Researchers Reveal How They Confirmed The Booster Hitting The Moon Wasn't From SpaceX

In the next few weeks, the moon is getting a surprise visitor – a manmade object which will impact the moon's surface on March 4, 2022. Originally, people had thought that the offending object was part of a SpaceX rocket, but more recent information showed that it is actually a Chinese rocket booster. So this might make you wonder – how do researchers identify unlabeled pieces of space junk, and how do they track them? Now, students and faculty from the University of Arizona have revealed how they spotted the Chinese booster at the Space Domain Awareness lab.

The lab has been tracking the piece of debris as it headed for the moon, studying its rotation and taking readings to determine its origin.

"We took a spectrum (which can reveal the material makeup of an object) and compared it with Chinese and SpaceX rockets of similar types, and it matches the Chinese rocket," explained Vishnu Reddy, associate professor at University of Arizona, who co-leads the Space Domain Awareness lab (via University of Arizona). "This is the best match, and we have the best possible evidence at this point."

This booster is predicted to impact at or near the moon's Hertzsprung crater, located on its far side. The researchers at the Space Domain Awareness lab tracked the booster using a telescope system called Rapid Astronomical Pointing Telescopes for Optical Reflectance Spectroscopy (RAPTORS) which observed the debris between January 21 and February 7.

The problem of space junk

The debris is from the launch of China's Chang'e 5-T1 mission in 2014, which used a Long March 3C rocket. The piece of debris in question seems to be the booster, or first stage, of that rocket. This is not the first time that a Long March booster has caused trouble, as in May 2021 a Long March 5B booster crashed to Earth in a dramatic demonstration of the problem of space debris .

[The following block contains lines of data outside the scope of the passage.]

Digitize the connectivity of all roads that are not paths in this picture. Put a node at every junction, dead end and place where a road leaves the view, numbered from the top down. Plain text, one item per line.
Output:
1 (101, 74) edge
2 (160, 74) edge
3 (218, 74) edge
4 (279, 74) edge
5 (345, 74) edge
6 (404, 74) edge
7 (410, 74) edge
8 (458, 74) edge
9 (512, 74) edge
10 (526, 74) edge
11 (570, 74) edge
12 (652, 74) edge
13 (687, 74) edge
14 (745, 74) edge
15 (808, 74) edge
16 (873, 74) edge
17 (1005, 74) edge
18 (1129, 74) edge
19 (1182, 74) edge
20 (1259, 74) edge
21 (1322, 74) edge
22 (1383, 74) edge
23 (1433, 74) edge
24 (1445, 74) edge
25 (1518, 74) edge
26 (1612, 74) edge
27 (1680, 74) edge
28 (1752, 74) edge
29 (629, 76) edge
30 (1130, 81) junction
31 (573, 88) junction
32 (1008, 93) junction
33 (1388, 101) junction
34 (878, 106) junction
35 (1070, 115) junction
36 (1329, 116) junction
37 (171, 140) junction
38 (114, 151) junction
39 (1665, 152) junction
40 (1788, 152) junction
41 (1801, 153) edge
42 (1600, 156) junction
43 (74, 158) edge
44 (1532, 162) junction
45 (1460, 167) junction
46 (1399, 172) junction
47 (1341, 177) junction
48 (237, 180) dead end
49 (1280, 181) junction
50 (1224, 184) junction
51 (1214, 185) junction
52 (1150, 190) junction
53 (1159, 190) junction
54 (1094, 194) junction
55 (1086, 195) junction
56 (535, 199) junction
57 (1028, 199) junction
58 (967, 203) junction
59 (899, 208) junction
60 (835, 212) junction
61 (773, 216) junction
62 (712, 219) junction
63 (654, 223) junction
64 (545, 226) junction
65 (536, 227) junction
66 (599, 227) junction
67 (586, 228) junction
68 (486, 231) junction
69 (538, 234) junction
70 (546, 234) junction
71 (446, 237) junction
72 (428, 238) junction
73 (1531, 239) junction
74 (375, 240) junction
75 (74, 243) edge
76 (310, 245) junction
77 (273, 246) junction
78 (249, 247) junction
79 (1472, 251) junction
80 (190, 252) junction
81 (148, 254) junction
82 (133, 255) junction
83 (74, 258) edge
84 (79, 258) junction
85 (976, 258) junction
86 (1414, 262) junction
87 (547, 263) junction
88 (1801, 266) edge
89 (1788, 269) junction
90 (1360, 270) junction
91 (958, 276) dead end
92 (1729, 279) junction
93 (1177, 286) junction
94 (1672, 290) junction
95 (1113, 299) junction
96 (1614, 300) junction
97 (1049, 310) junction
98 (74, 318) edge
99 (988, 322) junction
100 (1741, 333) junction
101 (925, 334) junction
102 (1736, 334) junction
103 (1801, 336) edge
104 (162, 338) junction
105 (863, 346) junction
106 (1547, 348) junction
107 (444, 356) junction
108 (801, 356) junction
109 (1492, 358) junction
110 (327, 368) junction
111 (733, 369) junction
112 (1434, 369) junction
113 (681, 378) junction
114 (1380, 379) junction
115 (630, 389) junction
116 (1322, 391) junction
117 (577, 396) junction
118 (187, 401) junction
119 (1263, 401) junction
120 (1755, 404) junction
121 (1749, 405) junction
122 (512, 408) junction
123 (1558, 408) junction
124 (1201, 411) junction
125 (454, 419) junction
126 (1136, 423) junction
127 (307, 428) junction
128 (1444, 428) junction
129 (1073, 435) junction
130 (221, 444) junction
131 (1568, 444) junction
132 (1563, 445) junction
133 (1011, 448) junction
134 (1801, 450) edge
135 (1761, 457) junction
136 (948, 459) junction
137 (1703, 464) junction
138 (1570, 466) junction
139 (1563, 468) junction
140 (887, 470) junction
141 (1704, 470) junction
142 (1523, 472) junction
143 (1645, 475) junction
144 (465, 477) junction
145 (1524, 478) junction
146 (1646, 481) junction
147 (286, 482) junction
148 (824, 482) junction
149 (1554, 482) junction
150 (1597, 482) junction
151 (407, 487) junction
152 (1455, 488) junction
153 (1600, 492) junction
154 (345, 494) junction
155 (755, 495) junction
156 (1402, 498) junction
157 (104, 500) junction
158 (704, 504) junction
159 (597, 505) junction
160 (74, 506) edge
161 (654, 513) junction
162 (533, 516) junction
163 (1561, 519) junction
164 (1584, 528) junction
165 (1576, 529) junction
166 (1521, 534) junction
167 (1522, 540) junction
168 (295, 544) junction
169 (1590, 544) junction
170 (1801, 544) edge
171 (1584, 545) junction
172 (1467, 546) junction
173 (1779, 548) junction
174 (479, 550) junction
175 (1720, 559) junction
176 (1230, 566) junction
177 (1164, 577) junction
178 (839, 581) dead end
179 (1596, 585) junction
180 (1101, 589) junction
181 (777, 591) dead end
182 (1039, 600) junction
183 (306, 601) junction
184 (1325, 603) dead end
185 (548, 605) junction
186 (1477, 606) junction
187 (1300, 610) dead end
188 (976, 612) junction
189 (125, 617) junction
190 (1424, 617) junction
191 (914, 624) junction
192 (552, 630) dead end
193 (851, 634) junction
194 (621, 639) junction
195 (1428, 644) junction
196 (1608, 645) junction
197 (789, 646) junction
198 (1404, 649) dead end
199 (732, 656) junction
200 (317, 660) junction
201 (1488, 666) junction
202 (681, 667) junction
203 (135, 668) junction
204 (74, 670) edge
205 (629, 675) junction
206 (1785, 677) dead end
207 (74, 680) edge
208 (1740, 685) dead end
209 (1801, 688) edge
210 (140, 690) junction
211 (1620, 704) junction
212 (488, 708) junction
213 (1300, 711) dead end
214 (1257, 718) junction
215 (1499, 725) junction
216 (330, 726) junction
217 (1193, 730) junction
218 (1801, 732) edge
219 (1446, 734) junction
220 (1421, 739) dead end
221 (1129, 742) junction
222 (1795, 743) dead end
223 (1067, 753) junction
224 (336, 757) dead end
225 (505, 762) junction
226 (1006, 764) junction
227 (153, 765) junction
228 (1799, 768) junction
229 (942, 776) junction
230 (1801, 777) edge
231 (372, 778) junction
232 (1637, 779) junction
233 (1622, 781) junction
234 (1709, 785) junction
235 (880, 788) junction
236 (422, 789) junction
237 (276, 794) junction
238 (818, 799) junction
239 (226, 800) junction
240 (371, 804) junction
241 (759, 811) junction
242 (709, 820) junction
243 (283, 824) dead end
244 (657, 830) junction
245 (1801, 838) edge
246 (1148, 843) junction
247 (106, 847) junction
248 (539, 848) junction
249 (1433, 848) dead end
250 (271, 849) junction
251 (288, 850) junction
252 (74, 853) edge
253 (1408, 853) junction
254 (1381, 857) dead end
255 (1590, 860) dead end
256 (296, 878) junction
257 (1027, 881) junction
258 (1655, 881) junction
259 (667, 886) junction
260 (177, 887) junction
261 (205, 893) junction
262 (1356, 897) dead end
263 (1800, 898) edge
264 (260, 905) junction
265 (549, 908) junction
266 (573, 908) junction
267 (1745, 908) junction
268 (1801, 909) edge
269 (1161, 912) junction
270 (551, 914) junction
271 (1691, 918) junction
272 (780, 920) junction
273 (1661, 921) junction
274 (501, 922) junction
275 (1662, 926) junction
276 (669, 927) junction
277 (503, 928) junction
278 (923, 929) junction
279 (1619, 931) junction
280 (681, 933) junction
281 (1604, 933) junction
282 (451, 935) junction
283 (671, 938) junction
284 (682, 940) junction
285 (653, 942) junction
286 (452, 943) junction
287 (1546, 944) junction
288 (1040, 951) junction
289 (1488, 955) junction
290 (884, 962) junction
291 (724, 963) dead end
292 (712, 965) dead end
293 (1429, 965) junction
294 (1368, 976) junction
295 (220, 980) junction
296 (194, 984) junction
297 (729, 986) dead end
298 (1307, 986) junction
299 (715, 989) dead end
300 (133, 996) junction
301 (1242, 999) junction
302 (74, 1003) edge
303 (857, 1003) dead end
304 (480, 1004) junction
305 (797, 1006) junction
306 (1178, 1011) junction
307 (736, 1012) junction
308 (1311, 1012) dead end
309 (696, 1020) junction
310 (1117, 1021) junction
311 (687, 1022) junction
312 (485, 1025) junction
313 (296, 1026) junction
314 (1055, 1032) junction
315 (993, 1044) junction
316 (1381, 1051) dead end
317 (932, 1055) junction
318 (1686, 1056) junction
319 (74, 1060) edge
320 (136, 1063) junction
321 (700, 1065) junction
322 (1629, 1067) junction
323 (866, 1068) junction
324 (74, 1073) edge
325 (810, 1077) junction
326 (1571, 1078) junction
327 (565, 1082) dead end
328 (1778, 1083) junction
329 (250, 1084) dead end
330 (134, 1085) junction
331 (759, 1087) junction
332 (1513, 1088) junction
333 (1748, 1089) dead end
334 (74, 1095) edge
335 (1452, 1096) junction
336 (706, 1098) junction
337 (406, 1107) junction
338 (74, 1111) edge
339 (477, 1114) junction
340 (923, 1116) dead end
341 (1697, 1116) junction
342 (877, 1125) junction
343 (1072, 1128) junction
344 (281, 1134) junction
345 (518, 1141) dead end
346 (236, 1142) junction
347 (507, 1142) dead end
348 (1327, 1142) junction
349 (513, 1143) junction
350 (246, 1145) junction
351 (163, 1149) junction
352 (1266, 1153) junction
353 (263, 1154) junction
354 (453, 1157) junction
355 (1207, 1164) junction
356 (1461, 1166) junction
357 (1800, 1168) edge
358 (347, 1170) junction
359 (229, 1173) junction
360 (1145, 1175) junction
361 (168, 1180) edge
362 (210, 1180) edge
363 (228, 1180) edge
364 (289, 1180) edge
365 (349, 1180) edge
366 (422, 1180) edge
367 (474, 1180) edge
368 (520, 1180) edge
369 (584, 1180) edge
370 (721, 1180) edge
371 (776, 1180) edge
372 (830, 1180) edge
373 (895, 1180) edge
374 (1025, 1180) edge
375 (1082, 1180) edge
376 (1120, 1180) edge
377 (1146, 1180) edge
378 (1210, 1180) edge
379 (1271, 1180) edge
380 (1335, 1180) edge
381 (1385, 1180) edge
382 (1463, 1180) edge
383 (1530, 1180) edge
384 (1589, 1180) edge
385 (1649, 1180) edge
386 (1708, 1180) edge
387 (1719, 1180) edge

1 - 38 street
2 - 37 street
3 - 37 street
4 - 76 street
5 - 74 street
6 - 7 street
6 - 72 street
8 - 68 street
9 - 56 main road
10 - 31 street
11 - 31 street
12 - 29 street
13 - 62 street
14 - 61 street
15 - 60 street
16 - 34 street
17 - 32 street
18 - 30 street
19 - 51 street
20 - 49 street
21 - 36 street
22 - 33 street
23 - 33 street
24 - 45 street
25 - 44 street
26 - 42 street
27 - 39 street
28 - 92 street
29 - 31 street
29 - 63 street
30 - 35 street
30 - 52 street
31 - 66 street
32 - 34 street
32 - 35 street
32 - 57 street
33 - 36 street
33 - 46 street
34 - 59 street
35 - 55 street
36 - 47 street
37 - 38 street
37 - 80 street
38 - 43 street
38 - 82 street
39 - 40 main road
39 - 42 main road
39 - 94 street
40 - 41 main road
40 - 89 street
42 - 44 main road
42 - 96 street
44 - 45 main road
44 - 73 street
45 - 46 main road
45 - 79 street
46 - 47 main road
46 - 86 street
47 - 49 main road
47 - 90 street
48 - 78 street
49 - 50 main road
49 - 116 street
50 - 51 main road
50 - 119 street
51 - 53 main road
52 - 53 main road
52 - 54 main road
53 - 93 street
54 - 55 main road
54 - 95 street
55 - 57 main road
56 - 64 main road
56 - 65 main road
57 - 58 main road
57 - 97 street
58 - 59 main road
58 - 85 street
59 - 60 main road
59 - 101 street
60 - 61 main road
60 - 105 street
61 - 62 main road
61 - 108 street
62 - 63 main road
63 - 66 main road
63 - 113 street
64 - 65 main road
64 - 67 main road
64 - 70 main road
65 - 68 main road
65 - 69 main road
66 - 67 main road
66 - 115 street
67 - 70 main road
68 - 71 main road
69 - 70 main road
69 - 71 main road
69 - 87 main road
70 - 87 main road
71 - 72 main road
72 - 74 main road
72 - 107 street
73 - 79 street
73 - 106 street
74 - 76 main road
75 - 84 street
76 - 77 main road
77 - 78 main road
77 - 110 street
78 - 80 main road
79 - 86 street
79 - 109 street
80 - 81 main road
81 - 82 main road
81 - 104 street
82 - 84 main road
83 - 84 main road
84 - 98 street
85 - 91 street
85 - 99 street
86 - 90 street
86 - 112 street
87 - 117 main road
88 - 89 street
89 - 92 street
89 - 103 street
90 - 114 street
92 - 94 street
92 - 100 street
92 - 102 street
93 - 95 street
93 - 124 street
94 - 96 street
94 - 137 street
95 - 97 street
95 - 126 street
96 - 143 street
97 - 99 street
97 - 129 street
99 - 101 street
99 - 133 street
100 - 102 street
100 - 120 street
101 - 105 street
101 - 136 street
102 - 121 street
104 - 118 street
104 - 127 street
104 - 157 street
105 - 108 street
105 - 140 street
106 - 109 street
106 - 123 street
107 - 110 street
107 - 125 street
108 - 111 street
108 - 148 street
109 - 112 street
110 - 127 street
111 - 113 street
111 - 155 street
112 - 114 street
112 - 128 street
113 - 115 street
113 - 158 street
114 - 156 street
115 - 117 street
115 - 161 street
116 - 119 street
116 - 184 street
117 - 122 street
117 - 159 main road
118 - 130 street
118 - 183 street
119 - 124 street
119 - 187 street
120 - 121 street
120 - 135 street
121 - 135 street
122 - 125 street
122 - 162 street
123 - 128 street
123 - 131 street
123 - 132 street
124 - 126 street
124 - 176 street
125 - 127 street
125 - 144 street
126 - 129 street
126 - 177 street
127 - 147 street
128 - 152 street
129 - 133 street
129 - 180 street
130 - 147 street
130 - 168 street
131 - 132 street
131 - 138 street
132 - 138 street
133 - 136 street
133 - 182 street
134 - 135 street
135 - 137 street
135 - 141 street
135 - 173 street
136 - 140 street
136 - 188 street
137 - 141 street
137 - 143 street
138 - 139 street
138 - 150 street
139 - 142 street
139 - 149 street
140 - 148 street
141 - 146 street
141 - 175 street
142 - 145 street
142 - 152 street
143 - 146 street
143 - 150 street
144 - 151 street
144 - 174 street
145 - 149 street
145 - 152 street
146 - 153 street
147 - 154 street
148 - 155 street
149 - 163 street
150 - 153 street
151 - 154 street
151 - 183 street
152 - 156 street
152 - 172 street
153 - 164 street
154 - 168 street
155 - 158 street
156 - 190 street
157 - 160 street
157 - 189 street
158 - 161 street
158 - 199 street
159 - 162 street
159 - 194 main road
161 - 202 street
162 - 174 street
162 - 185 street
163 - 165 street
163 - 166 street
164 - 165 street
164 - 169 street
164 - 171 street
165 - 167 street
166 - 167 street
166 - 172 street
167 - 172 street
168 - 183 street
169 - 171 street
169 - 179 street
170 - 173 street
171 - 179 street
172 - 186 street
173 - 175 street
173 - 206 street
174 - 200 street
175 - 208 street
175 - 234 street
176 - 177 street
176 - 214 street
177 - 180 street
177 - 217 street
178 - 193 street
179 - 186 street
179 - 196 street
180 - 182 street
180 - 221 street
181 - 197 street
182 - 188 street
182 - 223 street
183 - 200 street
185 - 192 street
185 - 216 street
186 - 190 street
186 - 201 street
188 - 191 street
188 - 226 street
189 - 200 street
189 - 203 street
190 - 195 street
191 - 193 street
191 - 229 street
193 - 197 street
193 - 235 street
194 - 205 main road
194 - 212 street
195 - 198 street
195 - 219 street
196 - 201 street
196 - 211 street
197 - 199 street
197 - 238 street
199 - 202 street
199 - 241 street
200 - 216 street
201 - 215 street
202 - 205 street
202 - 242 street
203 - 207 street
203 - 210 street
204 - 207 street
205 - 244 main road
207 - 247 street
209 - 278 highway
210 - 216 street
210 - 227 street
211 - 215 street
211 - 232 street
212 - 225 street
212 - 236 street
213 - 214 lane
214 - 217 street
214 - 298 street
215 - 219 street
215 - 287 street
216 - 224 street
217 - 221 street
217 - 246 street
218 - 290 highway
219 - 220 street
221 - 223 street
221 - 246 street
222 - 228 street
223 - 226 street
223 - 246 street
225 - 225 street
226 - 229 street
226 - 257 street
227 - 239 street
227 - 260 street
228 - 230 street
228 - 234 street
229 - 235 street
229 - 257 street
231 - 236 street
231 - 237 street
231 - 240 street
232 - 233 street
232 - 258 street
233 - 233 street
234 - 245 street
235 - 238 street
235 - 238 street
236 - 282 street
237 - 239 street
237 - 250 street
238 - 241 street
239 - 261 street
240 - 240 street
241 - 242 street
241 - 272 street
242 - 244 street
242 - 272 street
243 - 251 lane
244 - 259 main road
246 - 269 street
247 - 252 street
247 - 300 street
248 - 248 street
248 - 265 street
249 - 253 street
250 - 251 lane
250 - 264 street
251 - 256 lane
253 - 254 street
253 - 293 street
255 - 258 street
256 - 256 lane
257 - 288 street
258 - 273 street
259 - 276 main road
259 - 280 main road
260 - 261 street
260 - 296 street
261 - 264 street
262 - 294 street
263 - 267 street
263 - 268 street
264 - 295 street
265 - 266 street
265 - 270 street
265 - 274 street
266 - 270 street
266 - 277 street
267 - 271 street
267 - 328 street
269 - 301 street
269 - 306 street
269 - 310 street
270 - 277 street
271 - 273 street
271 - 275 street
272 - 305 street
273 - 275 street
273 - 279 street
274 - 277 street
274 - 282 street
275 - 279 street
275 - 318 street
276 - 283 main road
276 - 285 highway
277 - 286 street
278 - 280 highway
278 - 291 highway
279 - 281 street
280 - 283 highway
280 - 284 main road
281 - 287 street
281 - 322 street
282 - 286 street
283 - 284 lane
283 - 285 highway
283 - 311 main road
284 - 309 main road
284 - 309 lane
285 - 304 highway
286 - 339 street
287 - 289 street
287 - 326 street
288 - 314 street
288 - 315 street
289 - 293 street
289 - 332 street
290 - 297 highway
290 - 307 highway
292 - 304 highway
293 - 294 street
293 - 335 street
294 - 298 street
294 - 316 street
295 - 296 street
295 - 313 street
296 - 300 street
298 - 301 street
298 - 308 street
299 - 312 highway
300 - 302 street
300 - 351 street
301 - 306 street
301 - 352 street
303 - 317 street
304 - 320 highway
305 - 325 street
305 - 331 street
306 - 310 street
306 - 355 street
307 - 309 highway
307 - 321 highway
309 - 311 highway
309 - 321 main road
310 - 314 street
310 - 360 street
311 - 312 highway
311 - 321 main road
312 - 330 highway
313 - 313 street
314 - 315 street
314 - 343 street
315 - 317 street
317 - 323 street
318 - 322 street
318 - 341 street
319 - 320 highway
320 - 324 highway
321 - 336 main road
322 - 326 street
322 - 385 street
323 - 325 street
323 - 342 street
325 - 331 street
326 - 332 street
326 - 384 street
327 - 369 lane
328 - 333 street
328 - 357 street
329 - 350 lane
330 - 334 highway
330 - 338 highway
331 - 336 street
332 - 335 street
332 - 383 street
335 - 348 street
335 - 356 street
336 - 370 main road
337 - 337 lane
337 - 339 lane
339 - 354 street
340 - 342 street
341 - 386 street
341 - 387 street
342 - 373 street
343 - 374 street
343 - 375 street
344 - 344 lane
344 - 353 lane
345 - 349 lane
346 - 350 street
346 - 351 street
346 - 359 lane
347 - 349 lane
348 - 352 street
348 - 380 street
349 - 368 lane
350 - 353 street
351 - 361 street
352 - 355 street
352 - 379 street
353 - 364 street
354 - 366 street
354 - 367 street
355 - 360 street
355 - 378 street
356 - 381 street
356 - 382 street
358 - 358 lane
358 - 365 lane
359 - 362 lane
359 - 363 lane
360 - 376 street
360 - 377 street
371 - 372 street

It is rare for a piece of debris to impact the moon, but such junk causes many other problems in space. The International Space Station frequently has to make moves to avoid pieces of debris, and debris makes it more difficult to launch satellites. The European Space Agency estimates there are more than 28,000 pieces of space debris currently in orbit, with a total mass of more than 9,300 tonnes.

The students that tracked the debris about to impact the moon are more aware than most people of the problems caused by this floating space junk, even if the upcoming impact isn't the biggest threat.

"While this isn't the most detrimental impact, the idea of so many objects in space with unknown orbits and identities is worrying," said Grace Halferty, an undergraduate student studying SpaceX's Starlink satellites and their effect on ground-based astronomy at the University of Arizona. "We need better space traffic management."